Gill the Fish, PETA’s 6-foot-tall mascot with a mission, has nearly worn out his shoes pounding the pavement to remind the public that fish have feelings, too. Though he sometimes felt like a fish out of water, Gill kept his chin up during his recent North American tour crusading for his finned friends. Luckily for us, Gill took his laptop along and sent daily missives about life on the road. Here are some highlights:
Larry the Lobster and I braved Fisherman’s Wharf today to urge passersby to eat faux fish—-or no fish! Larry says Americans gobble up about 17 million of our piscatorial pals every year. Oh, the inhumanity! Look at me: I’m a “Beltway insider,” asking U.S. Secretary of the Interior Bruce Babbitt to ban fishing in national parks! Bruce must have been busy, but lots of Interior Department staffers spoke to me as they headed to lunch—-hopefully on their way to a vegetarian café! Saw many strange sights, including a “donkey” and an “elephant” butting heads on the White House lawn. Can’t we all just get along?
I donned my chef’s hat at the Aquaculture America 2000 Conference and served up my favorite dish: grilled “humans.” Don’t worry: I eat my veggies, not my friends. My “people” patties were fake! Also while in the Big Easy, I asked Bassmasters fishing tournament participants to “scale back” the cruelty: There’s nothing “sporting” about impaling animals on hooks! Got people “all shook up” today at “Elfish” Presley Plaza on Beale Street when I told them that fishing hurts. But I know that the King would never be cruel to a fish who’s true! Elvis’ favorite snack was even fish-friendly: fried peanut butter-and-banana sandwiches. I also made an appearance at the Elvis festival in Virginia Beach, where all the other Presley impersonators wanted to have their pictures taken with ... Elfish!
Move over, Smokey the Bear. Yours Truly is making headlines from coast to coast as the newest protector of our national parks. Today I visited Lake Mead to remind anglers that being hooked hurts! Fishing is no fun for the animals who swallow hooks or get tangled up in line, either. Anglers should pick on somebody their own size! Don’t dip me in butter, but do pass the suntan oil! After spending a long day handing out free Tuno (vegetarian tuna) sandwiches to attendees of the aquaculture conference (that’s fish farming to you and me), I was able to catch a few rays—-no, not that kind!—-by the pool.
Kids know that fishing is cruel, not cool! I’ve visited dozens of elementary schools, passing out “Look, Don’t Hook” toy binoculars—and getting lots of hugs in return! The nice people in St. Petersburg let me and my two-legged friend Dawn tell students the fish’s side of the fishing story. Quite a contrast to Detroit, where one principal yelled at me, “Get out of here! Go home! Go home!” For cod’s sake! Just when you thought it was safe to go back on the sidewalk. ... After asking Seafood Industry Museum visitors to keep fish off their forks, I strolled down the tourist strip—-and nearly became an appetizer for Jaws! Yikes!

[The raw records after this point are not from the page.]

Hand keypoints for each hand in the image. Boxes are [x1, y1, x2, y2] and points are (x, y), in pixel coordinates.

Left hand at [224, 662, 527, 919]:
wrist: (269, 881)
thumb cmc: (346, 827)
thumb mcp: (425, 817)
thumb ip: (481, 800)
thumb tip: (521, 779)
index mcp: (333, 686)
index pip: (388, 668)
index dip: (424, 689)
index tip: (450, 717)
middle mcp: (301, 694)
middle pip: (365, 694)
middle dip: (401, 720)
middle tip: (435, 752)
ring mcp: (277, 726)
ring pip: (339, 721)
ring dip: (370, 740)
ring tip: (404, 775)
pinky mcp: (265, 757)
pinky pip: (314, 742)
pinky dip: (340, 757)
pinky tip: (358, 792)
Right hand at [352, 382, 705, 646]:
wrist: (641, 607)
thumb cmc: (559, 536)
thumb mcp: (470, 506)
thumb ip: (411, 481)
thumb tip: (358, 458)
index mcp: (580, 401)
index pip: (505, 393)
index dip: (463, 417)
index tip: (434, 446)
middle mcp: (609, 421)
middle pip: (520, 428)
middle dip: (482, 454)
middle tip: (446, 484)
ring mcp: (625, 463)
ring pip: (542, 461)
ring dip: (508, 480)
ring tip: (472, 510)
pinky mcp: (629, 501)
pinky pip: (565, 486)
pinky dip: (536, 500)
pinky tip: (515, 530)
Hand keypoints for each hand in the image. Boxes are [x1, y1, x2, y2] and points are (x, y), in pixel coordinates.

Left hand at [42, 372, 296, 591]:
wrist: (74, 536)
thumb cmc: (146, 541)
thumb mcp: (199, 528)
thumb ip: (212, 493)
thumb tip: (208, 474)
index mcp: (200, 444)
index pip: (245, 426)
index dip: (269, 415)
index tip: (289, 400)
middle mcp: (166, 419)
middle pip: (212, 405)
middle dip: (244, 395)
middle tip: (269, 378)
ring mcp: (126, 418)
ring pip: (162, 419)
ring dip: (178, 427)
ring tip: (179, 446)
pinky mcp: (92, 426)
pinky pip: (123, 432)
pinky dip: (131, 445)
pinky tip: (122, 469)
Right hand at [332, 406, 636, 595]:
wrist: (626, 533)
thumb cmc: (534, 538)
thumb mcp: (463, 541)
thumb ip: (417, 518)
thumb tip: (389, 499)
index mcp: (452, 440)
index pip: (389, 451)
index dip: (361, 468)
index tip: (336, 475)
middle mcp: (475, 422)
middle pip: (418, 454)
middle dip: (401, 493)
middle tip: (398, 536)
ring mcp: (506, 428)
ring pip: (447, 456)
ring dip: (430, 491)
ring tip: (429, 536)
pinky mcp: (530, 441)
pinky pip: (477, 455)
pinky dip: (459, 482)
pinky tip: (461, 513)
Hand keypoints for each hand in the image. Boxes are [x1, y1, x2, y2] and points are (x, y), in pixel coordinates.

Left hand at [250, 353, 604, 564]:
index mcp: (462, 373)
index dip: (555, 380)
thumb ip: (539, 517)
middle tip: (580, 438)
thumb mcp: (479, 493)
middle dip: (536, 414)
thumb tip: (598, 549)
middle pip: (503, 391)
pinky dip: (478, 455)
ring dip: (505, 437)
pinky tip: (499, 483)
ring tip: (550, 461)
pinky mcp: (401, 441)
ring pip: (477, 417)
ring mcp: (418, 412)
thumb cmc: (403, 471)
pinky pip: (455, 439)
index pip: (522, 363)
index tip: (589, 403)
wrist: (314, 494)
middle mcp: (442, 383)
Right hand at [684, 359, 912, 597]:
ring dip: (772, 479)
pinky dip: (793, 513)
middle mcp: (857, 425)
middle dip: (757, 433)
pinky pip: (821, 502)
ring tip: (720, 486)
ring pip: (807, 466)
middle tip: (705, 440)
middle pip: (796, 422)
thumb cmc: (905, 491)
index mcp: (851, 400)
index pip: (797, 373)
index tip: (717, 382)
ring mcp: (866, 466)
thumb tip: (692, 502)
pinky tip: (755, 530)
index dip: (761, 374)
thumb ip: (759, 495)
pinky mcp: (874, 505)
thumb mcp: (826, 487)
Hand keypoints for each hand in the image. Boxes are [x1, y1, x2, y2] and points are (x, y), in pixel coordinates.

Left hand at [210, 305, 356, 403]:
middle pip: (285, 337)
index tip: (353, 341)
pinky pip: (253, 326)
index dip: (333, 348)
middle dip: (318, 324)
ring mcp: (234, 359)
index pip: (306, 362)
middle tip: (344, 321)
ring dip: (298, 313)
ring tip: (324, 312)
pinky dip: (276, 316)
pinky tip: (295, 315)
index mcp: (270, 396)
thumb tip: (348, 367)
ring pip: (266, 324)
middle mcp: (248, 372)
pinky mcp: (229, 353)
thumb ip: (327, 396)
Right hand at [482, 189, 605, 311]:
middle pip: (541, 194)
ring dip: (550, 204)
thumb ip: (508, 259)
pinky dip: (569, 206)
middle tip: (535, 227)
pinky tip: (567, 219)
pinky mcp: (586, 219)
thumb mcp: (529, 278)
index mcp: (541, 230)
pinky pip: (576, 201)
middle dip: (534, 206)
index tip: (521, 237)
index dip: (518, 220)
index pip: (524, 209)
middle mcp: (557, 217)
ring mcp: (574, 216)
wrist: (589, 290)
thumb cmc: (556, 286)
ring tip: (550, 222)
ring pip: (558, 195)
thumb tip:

A fish’s work is never done, and I’ll be back on the road soon. Next stop: maybe your local fishing hole!
Go vegetarian and nobody gets hurt! That’s the message I took up north, where I told Canadian carnivores that fish flesh often contains toxic levels of mercury and PCB’s, which can cause cancer. My new slogan: “Fish cakes are carnage!" I nearly froze my fins off today at the Crater Lake National Park, asking anglers to get hooked on compassion. Not every day is a picnic for Gill the Fish.

Gill in the News
Gill also sent us some news clips about his North American escapades. The verdict: Two fins up!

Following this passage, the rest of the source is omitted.